Directions> Copy out, from the entries below, each line holding the string "rows".
━━━━━ Data for analysis
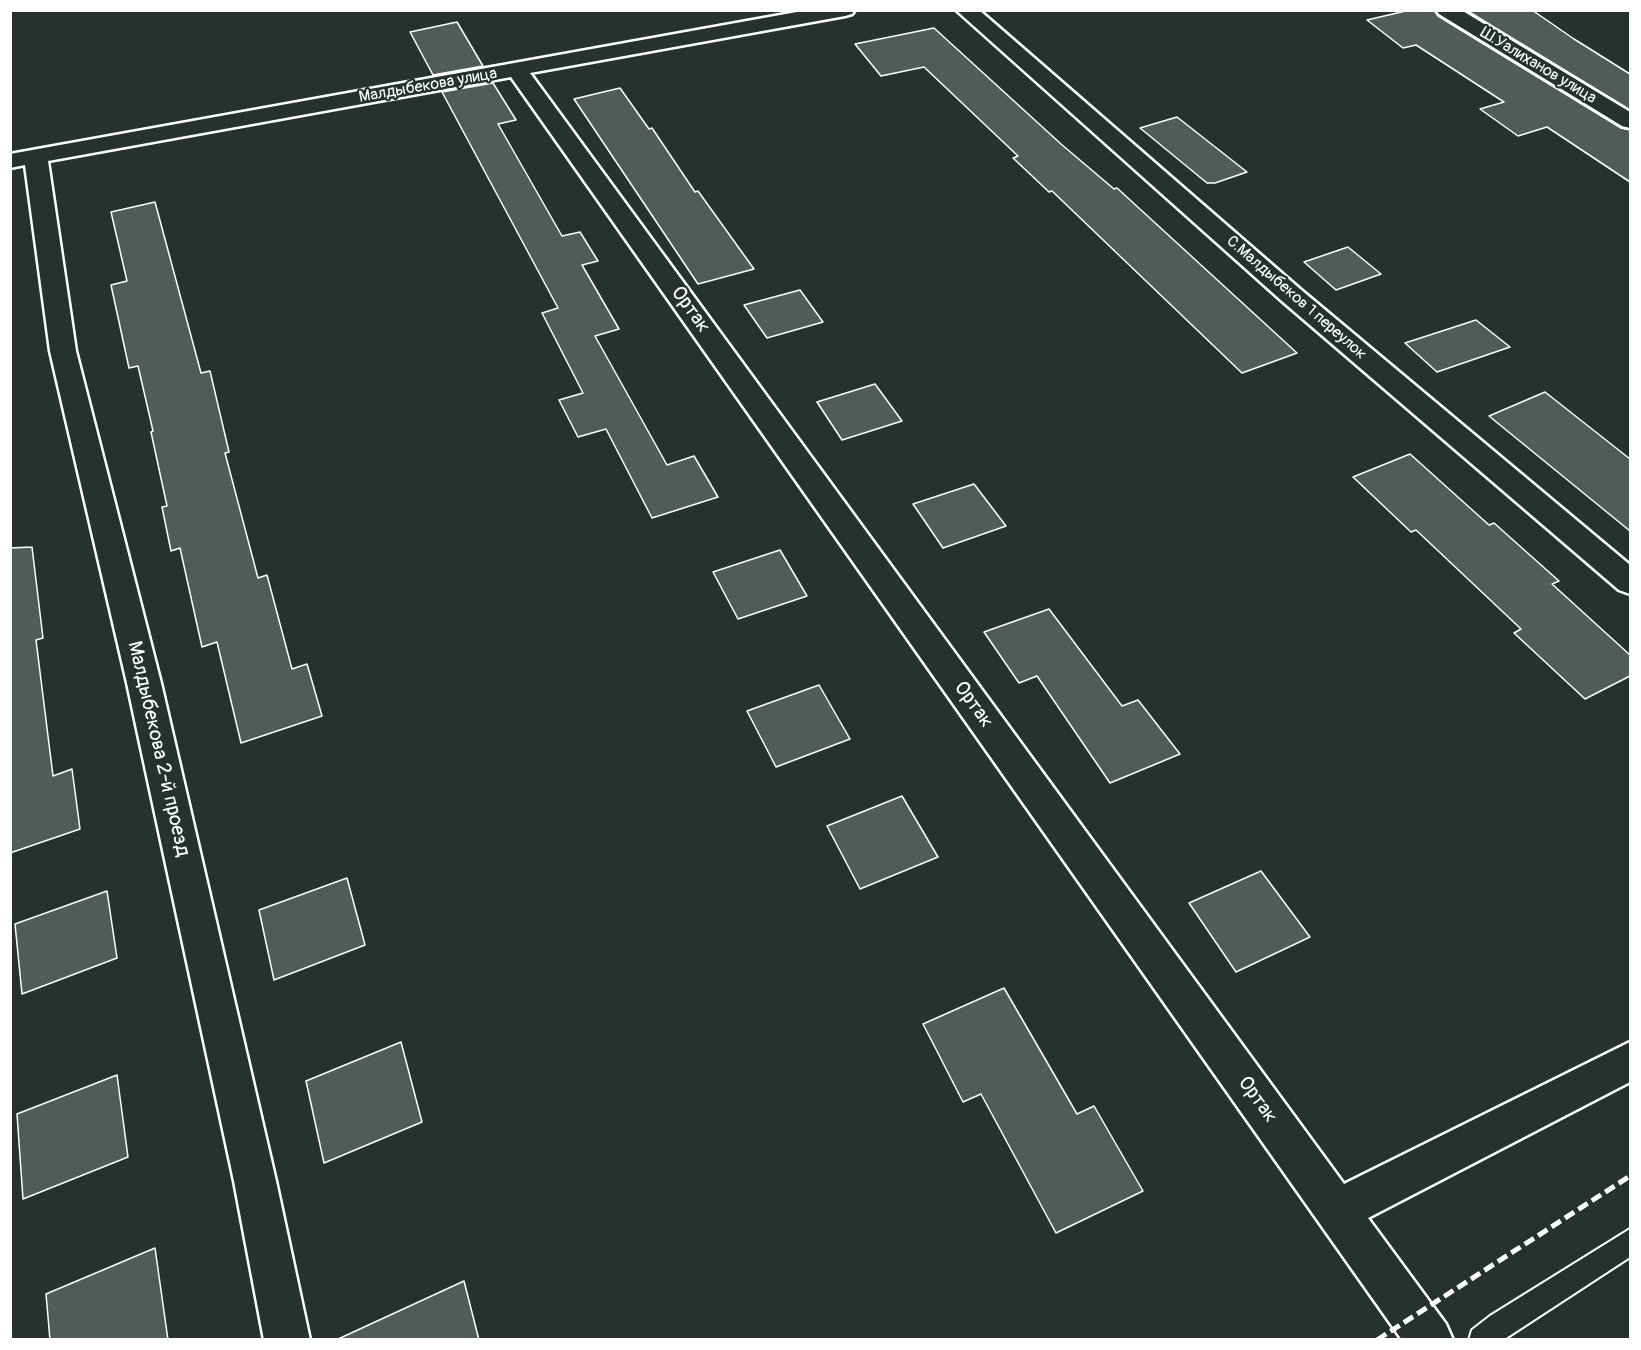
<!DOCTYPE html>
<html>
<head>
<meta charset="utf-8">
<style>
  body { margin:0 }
  #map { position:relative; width:1641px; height:1350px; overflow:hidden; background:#26332d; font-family:Pangolin,sans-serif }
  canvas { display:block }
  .frame { position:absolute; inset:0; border:12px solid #fff; pointer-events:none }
</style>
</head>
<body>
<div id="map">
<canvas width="1641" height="1350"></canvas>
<div class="frame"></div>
</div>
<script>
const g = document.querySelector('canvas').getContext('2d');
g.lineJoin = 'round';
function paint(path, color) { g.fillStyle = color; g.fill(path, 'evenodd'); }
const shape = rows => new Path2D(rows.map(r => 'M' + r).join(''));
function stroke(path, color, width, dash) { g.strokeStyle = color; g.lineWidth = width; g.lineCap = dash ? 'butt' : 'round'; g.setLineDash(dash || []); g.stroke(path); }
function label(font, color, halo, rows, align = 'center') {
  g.font = font + ' Pangolin,sans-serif'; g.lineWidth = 4.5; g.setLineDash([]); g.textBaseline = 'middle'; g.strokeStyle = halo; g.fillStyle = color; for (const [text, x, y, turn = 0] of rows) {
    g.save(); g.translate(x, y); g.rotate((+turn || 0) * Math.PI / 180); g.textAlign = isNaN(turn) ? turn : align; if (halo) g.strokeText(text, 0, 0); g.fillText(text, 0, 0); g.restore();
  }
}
const building = shape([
  [1410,10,1434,10,1438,16,1621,128,1630,130,1630,182,1547,127,1518,136,1480,109,1504,102,1416,45,1403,48,1367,20,1410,10],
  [1466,10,1532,10,1574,39,1630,74,1630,110,1466,10],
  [457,22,483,66,433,75,410,32,457,22],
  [934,28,1061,144,1114,189,1117,188,1297,353,1242,373,1052,191,1049,192,1013,158,1018,156,924,67,881,76,855,44,934,28],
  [493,83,516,120,498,124,562,236,580,232,598,261,582,265,619,329,595,336,667,465,694,456,718,497,652,518,606,429,578,437,559,400,583,393,542,313,558,308,442,92,493,83],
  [620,88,649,129,652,128,695,192,698,191,754,269,698,284,574,99,620,88],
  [1177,117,1247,172,1215,183,1207,183,1140,128,1177,117],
  [155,202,201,373,210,371,229,452,225,453,258,578,267,575,292,669,307,664,322,716,241,743,217,642,202,647,180,548,171,551,162,507,167,506,151,432,153,431,138,366,129,368,111,285,127,281,111,212,155,202],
  [1348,247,1381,274,1336,290,1304,262,1348,247],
  [800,290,823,322,767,338,744,305,800,290],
  [1476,320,1510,347,1437,372,1405,343,1476,320],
  [875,384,902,421,842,440,817,402,875,384],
  [1545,392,1630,459,1630,531,1489,416,1545,392],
  [1410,454,1489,525,1494,523,1559,581,1552,584,1630,655,1630,676,1585,699,1514,633,1521,629,1416,530,1411,532,1353,477,1410,454],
  [974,484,1006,526,943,548,913,504,974,484],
  [32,547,43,638,36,640,53,776,72,769,80,829,10,853,10,548,32,547],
  [780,550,807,596,738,619,713,572,780,550],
  [1049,609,1122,706,1138,700,1180,754,1110,783,1037,676,1019,683,984,632,1049,609],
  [819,685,850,739,776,767,747,711,819,685],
  [902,796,938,857,860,889,827,826,902,796],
  [1261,871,1310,937,1236,972,1189,903,1261,871],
  [347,878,365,945,274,980,259,910,347,878],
  [107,891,117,958,22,994,15,924,107,891],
  [1004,988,1077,1114,1094,1106,1143,1191,1056,1233,981,1094,963,1102,923,1024,1004,988],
  [401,1042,422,1122,324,1163,306,1081,401,1042],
  [117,1075,128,1157,23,1199,17,1114,117,1075],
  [155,1248,168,1340,50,1340,46,1294,155,1248],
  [464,1281,479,1340,336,1340,464,1281]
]);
const lane = shape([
  [1630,1229,1630,1257,1503,1340,1469,1340,1472,1330,1490,1316,1630,1229]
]);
const street = shape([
  [808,10,855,10,852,14,845,16,530,73,1344,1184,1630,1042,1630,1082,1368,1218,1446,1324,1453,1340,1402,1340,511,77,48,161,76,351,161,683,276,1181,310,1340,264,1340,234,1181,127,683,50,351,25,165,10,168,10,154,808,10],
  [956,10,979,10,1300,289,1630,565,1630,594,1619,590,1282,301,956,10],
  [1436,10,1461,10,1630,112,1630,128,1622,126,1439,14,1436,10]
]);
const rail = shape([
  [1377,1340,1630,1176]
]);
const farStreetnames = [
  ["Ш.Уалиханов улица",1538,66,31],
  ["Малдыбекова улица",428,86,-10],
  ["С.Малдыбеков 1 переулок",1296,298,41]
];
const streetNames = [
  ["Ортак",690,310,54],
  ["Ортак",973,705,54],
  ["Малдыбекова 2-й проезд",158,749,77],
  ["Ортак",1257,1100,54]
];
paint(building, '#515c57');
stroke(building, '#fff', 1.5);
stroke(lane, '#fff', 4);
stroke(street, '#fff', 5);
paint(lane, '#26332d');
paint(street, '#26332d');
stroke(rail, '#fff', 5, [11, 5]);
label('16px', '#fff', '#26332d', farStreetnames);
label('20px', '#fff', '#26332d', streetNames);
</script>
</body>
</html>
━━━━━━━━━━
Exercise solution>
const shape = rows => new Path2D(rows.map(r => 'M' + r).join(''));
function label(font, color, halo, rows, align = 'center') {
  g.font = font + ' Pangolin,sans-serif'; g.lineWidth = 4.5; g.setLineDash([]); g.textBaseline = 'middle'; g.strokeStyle = halo; g.fillStyle = color; for (const [text, x, y, turn = 0] of rows) {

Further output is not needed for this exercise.